### What you will do
Repeat verbatim the lines of the data below, beginning with the line containing "Please list the" and continuing to the end.

### Saved data entries
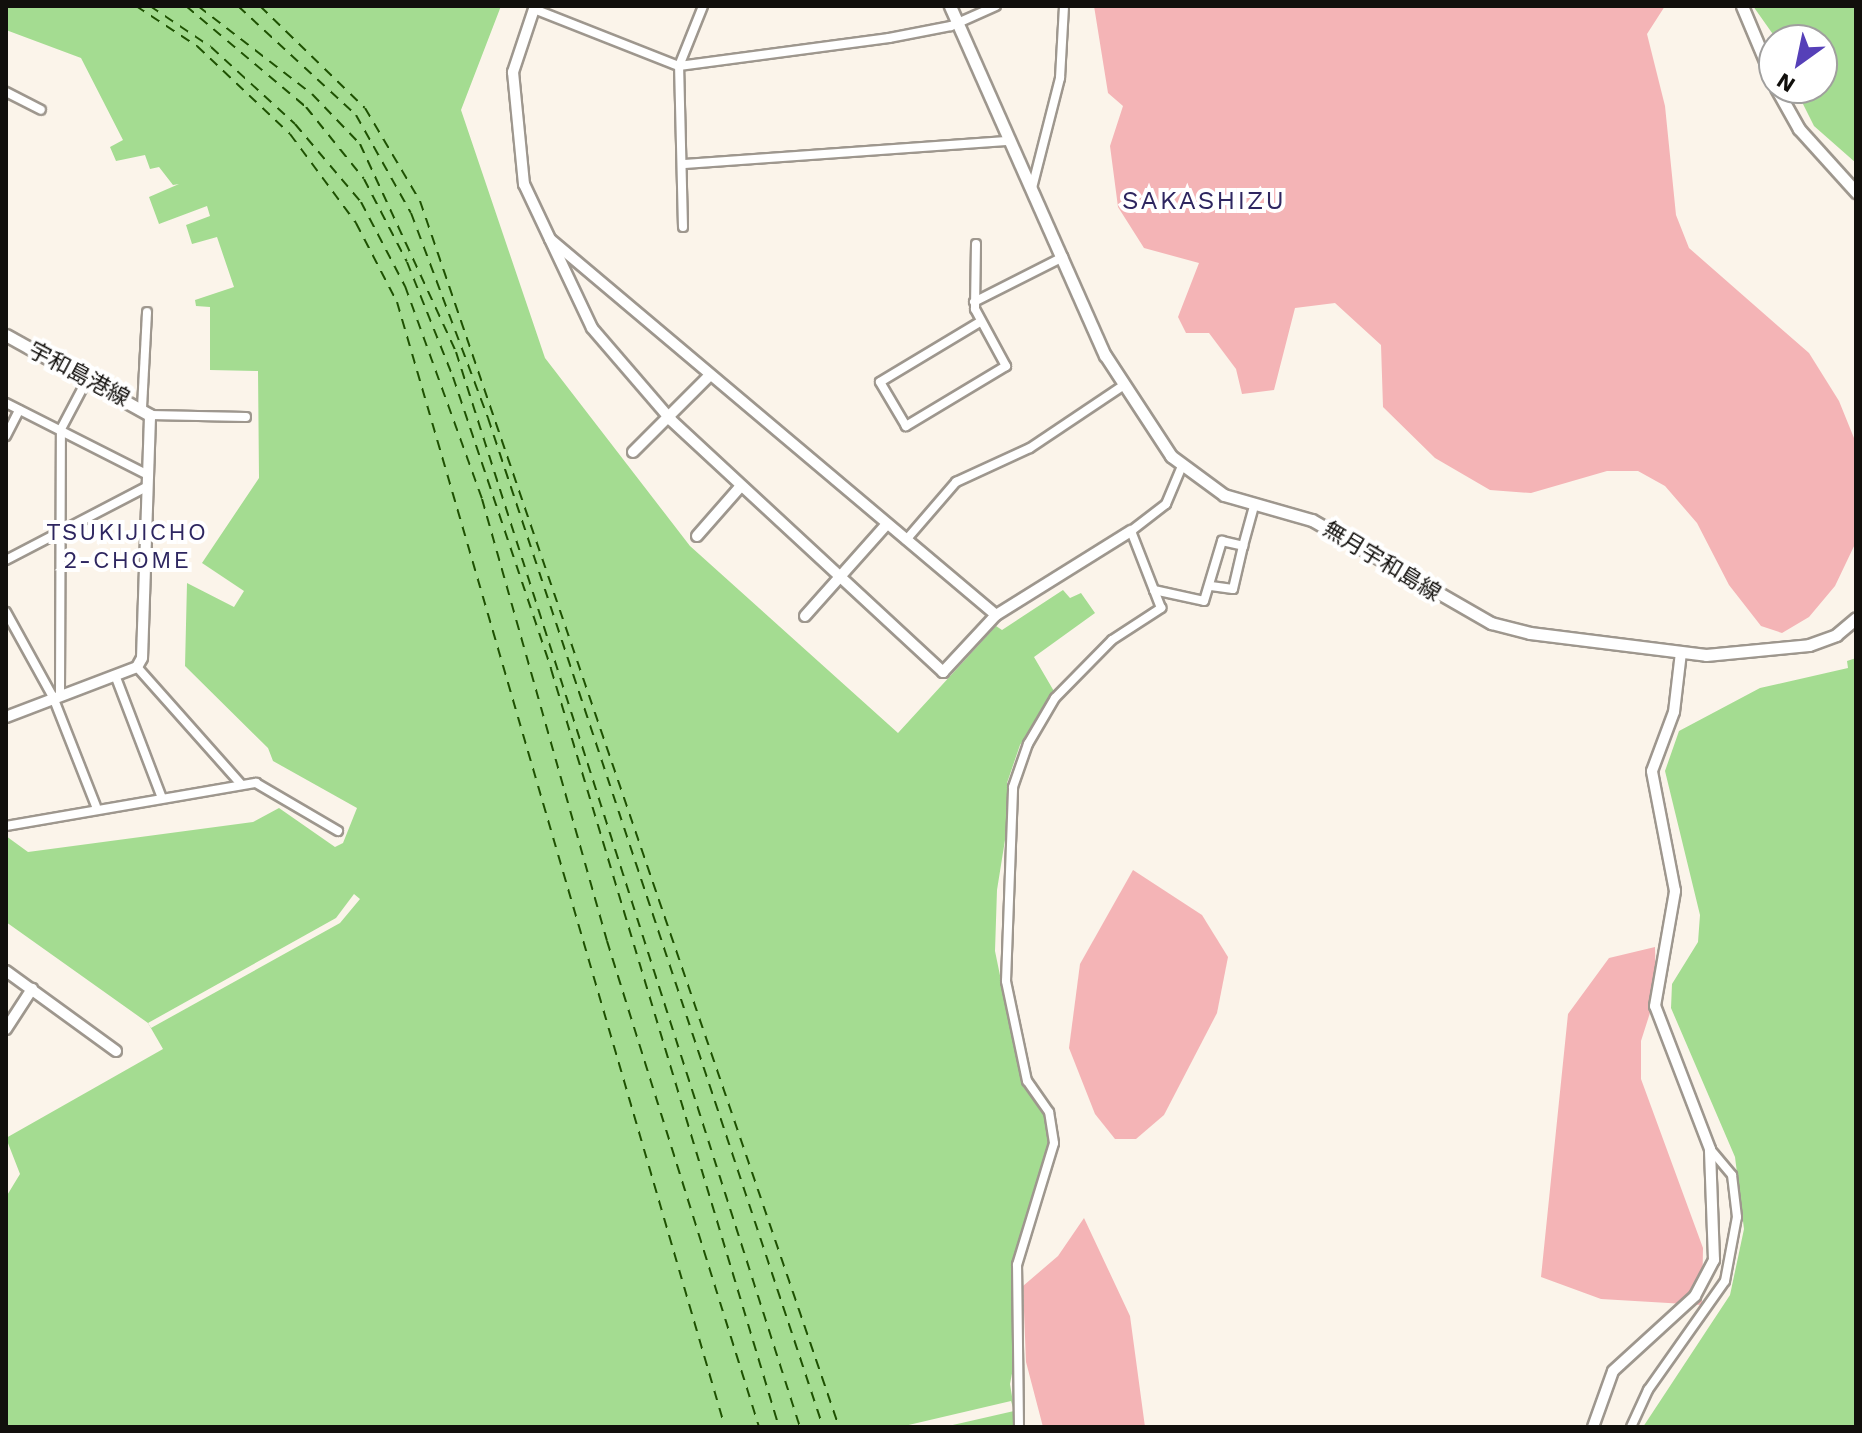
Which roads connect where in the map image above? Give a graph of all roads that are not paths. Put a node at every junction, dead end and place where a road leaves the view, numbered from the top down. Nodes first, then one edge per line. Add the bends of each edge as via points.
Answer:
1 (703, 6) edge
2 (950, 6) edge
3 (996, 6) edge
4 (1064, 6) edge
5 (1742, 6) edge
6 (534, 8) edge
7 (957, 23) junction
8 (1758, 44) edge
9 (679, 66) junction
10 (6, 92) edge
11 (1785, 104) edge
12 (41, 110) dead end
13 (1009, 141) junction
14 (685, 164) junction
15 (1032, 188) junction
16 (1856, 192) edge
17 (683, 227) dead end
18 (542, 232) junction
19 (976, 244) dead end
20 (1063, 257) junction
21 (974, 302) junction
22 (147, 312) dead end
23 (980, 322) junction
24 (6, 335) edge
25 (709, 376) junction
26 (88, 378) junction
27 (1124, 385) junction
28 (6, 403) edge
29 (19, 410) junction
30 (146, 412) junction
31 (246, 417) dead end
32 (671, 420) junction
33 (61, 433) junction
34 (6, 436) edge
35 (633, 452) dead end
36 (1182, 466) junction
37 (148, 480) junction
38 (740, 487) junction
39 (1254, 506) junction
40 (887, 524) junction
41 (60, 531) junction
42 (1131, 531) junction
43 (697, 536) dead end
44 (906, 540) junction
45 (1243, 546) junction
46 (6, 560) edge
47 (839, 578) junction
48 (1211, 586) junction
49 (1154, 590) junction
50 (6, 612) edge
51 (996, 615) junction
52 (805, 616) dead end
53 (1856, 618) edge
54 (1681, 652) junction
55 (137, 667) junction
56 (115, 675) junction
57 (56, 695) junction
58 (6, 717) edge
59 (241, 784) junction
60 (162, 798) junction
61 (96, 806) junction
62 (6, 826) edge
63 (338, 831) dead end
64 (6, 971) edge
65 (32, 989) junction
66 (6, 1029) edge
67 (116, 1051) dead end
68 (1710, 1149) junction
69 (1019, 1427) edge
70 (1593, 1427) edge
71 (1631, 1427) edge

1 - 9 street
2 - 7 main road, 無月宇和島線
3 - 7 street
4 - 15 street via 1064,57
5 - 8 main road
6 - 9 street
6 - 18 street via 517,52 514,95 524,184
7 - 9 street
7 - 13 main road, 無月宇和島線
9 - 14 street
10 - 12 street
11 - 16 main road via 1799,129
13 - 14 street
13 - 15 main road, 無月宇和島線
14 - 17 street
15 - 20 main road, 無月宇和島線
18 - 25 street
18 - 32 street via 592,328
19 - 21 street
20 - 21 street
20 - 27 main road, 無月宇和島線
21 - 23 street
22 - 30 street
23 - 23 street via 1006,366 906,426 880,382
24 - 26 main road, 宇和島港線
25 - 32 street
25 - 40 street
26 - 30 main road, 宇和島港線
26 - 33 street
27 - 36 main road, 無月宇和島線
27 - 44 street via 1030,448 956,482
28 - 29 street
29 - 33 street
29 - 34 street
30 - 31 street
30 - 37 street
32 - 35 street
32 - 38 street
33 - 37 street
33 - 41 street
36 - 39 main road, 無月宇和島線 via 1224,495
36 - 42 street via 1166,504
37 - 41 street
37 - 55 street
38 - 43 street
38 - 47 street
39 - 45 street
39 - 54 main road, 無月宇和島線 via 1291,513 1352,538 1491,623
40 - 44 street
40 - 47 street
41 - 46 street
41 - 57 street
42 - 49 street
42 - 51 street
44 - 51 street
45 - 48 street via 1233,589
45 - 48 street via 1222,541
47 - 51 street via 943,672
47 - 52 street
48 - 49 street via 1204,601
49 - 69 street via 1161,608 1112,640 1055,698 1028,744 1013,787 1006,981 1027,1081 1049,1112 1054,1143 1017,1265
50 - 57 street
53 - 54 main road, 無月宇和島線 via 1836,635 1809,645
54 - 68 street via 1674,712 1652,771 1676,918 1655,1006
55 - 56 street
55 - 59 street
56 - 57 street
56 - 60 street
57 - 58 street
57 - 61 street
59 - 60 street
59 - 63 street via 256,783
60 - 61 street
61 - 62 street
64 - 65 street
65 - 66 street
65 - 67 street
68 - 70 street via 1716,1238 1708,1278 1613,1371
68 - 71 street via 1732,1175 1737,1217 1725,1281 1648,1390

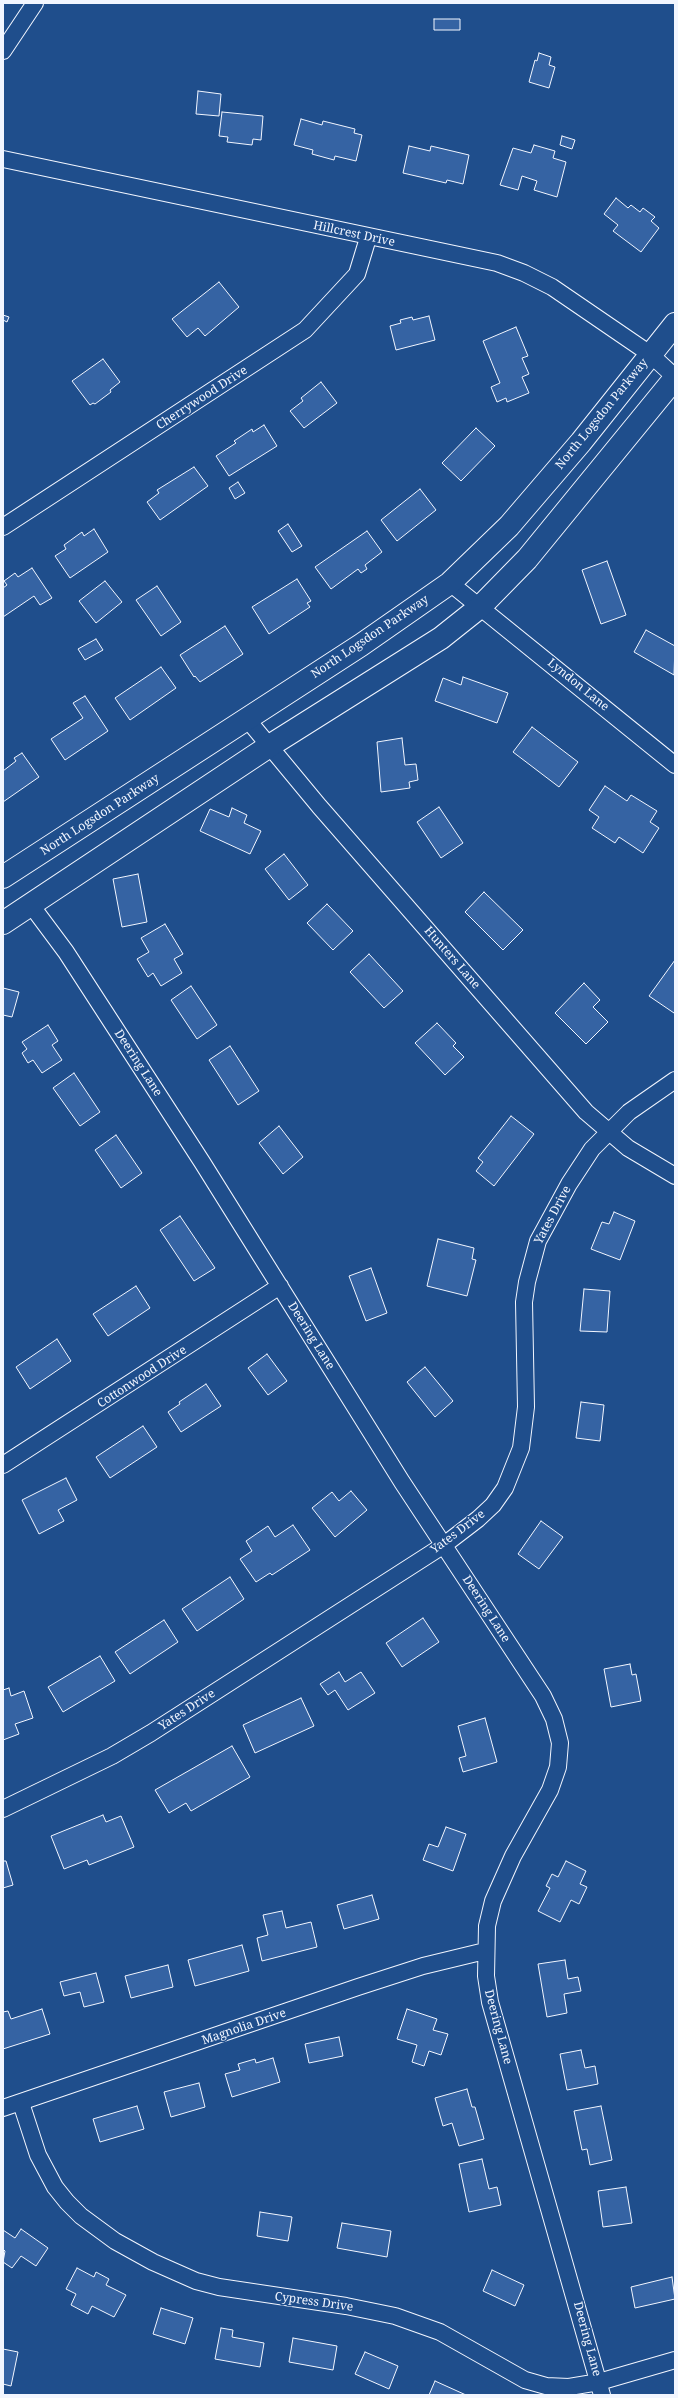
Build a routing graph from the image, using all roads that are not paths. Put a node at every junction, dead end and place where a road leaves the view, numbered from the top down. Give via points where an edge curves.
1 (35, 3) edge
2 (3, 51) edge
3 (3, 159) edge
4 (368, 238) junction
5 (675, 324) edge
6 (650, 354) junction
7 (675, 377) edge
8 (3, 527) edge
9 (450, 583) junction
10 (480, 607) junction
11 (247, 719) junction
12 (271, 745) junction
13 (675, 765) edge
14 (3, 877) edge
15 (31, 905) junction
16 (3, 923) edge
17 (675, 1080) edge
18 (608, 1132) junction
19 (675, 1176) edge
20 (280, 1286) junction
21 (3, 1465) edge
22 (444, 1544) junction
23 (3, 1809) edge
24 (485, 1951) junction
25 (21, 2103) junction
26 (3, 2108) edge
27 (675, 2360) edge
28 (601, 2389) edge

1 - 2 street
3 - 4 street, Hillcrest Drive
4 - 6 street, Hillcrest Drive via 497,264 524,273 552,287
4 - 8 street, Cherrywood Drive via 357,274 305,330
5 - 6 main road, North Logsdon Parkway
6 - 7 street, Hillcrest Drive
6 - 9 main road, North Logsdon Parkway via 581,442 509,526
7 - 10 main road via 527,559
9 - 10 street, Lyndon Lane
9 - 11 main road, North Logsdon Parkway
10 - 12 main road via 441,638
10 - 13 street, Lyndon Lane
11 - 12 street, Hunters Lane
11 - 14 main road, North Logsdon Parkway
12 - 15 main road
12 - 18 street, Hunters Lane via 335,824 586,1112
15 - 16 main road
15 - 20 street, Deering Lane via 70,959
17 - 18 street, Yates Drive via 629,1112
18 - 19 street, Hunters Lane via 652,1164
18 - 22 street, Yates Drive via 592,1149 569,1184 547,1222 531,1261 523,1324 525,1428 515,1469 493,1505
20 - 21 street, Cottonwood Drive
20 - 22 street, Deering Lane
22 - 23 street, Yates Drive via 151,1733 112,1756
22 - 24 street, Deering Lane via 543,1696 554,1719 560,1743 558,1767 550,1790 513,1856 493,1901
24 - 25 street, Magnolia Drive via 423,1966 358,1987
24 - 28 street, Deering Lane via 490,2002
25 - 26 street, Magnolia Drive
25 - 28 street, Cypress Drive via 40,2160 67,2202 81,2216 115,2241 153,2262 196,2281 219,2287 395,2316 440,2332 525,2380 546,2386
27 - 28 street, Cypress Drive

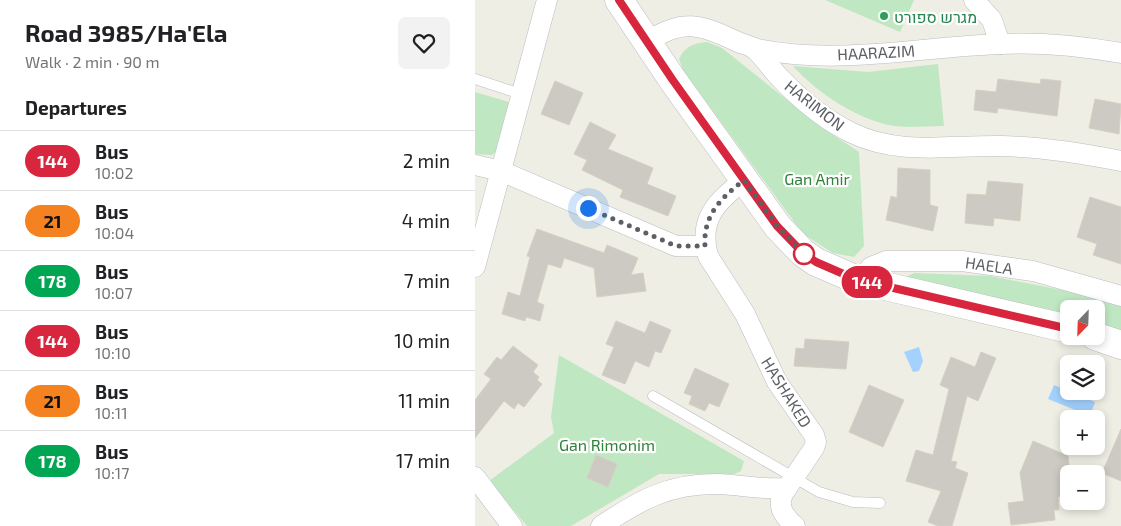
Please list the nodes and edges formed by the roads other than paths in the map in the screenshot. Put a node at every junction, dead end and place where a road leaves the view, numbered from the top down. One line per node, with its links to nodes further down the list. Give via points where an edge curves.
1 (619, 0): 4 (main road)
2 (974, 0): 5 (street, via 992,20)
3 (546, 1): 9 (street)
4 (647, 42): 6 (street, HARIMON, via 663,31 689,26 718,32); 13 (main road)
5 (1000, 44): 6 (street, HAARAZIM, via 843,55 794,54); 7 (street, HAARAZIM, via 1068,46)
6 (753, 48): 10 (street, HARIMON, via 781,79 823,116 855,135 883,145 902,148 1010,147 1080,153)
7 (1121, 53)
8 (475, 79): 9 (lane)
9 (521, 94): 12 (street)
10 (1121, 161)
11 (475, 165): 12 (street)
12 (501, 171): 14 (street, via 676,246); 15 (street)
13 (744, 180): 14 (street, via 719,200 710,214); 16 (main road, via 777,226 803,253 829,269)
14 (705, 246): 23 (street, HASHAKED, via 745,314 769,367 814,435 814,448)
15 (475, 267)
16 (861, 281): 17 (street, HAELA, via 871,267 886,261 962,261 1033,271); 18 (main road)
17 (1121, 296)
18 (1060, 327)
19 (1105, 339): 20 (main road)
20 (1121, 345)
21 (653, 396): 23 (lane)
22 (476, 479): 25 (street)
23 (791, 482): 24 (lane, via 853,502); 26 (street, via 766,489 718,484 675,488 637,502); 27 (street, via 780,503 781,511)
24 (881, 503)
25 (512, 526)
26 (601, 526)
27 (795, 526)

### Solution to this task
Please list the nodes and edges formed by the roads other than paths in the map in the screenshot. Put a node at every junction, dead end and place where a road leaves the view, numbered from the top down. One line per node, with its links to nodes further down the list. Give via points where an edge curves.
1 (619, 0): 4 (main road)
2 (974, 0): 5 (street, via 992,20)
3 (546, 1): 9 (street)
4 (647, 42): 6 (street, HARIMON, via 663,31 689,26 718,32); 13 (main road)
5 (1000, 44): 6 (street, HAARAZIM, via 843,55 794,54); 7 (street, HAARAZIM, via 1068,46)
6 (753, 48): 10 (street, HARIMON, via 781,79 823,116 855,135 883,145 902,148 1010,147 1080,153)
7 (1121, 53)
8 (475, 79): 9 (lane)
9 (521, 94): 12 (street)
10 (1121, 161)
11 (475, 165): 12 (street)
12 (501, 171): 14 (street, via 676,246); 15 (street)
13 (744, 180): 14 (street, via 719,200 710,214); 16 (main road, via 777,226 803,253 829,269)
14 (705, 246): 23 (street, HASHAKED, via 745,314 769,367 814,435 814,448)
15 (475, 267)
16 (861, 281): 17 (street, HAELA, via 871,267 886,261 962,261 1033,271); 18 (main road)
17 (1121, 296)
18 (1060, 327)
19 (1105, 339): 20 (main road)
20 (1121, 345)
21 (653, 396): 23 (lane)
22 (476, 479): 25 (street)
23 (791, 482): 24 (lane, via 853,502); 26 (street, via 766,489 718,484 675,488 637,502); 27 (street, via 780,503 781,511)
24 (881, 503)
25 (512, 526)
26 (601, 526)
27 (795, 526)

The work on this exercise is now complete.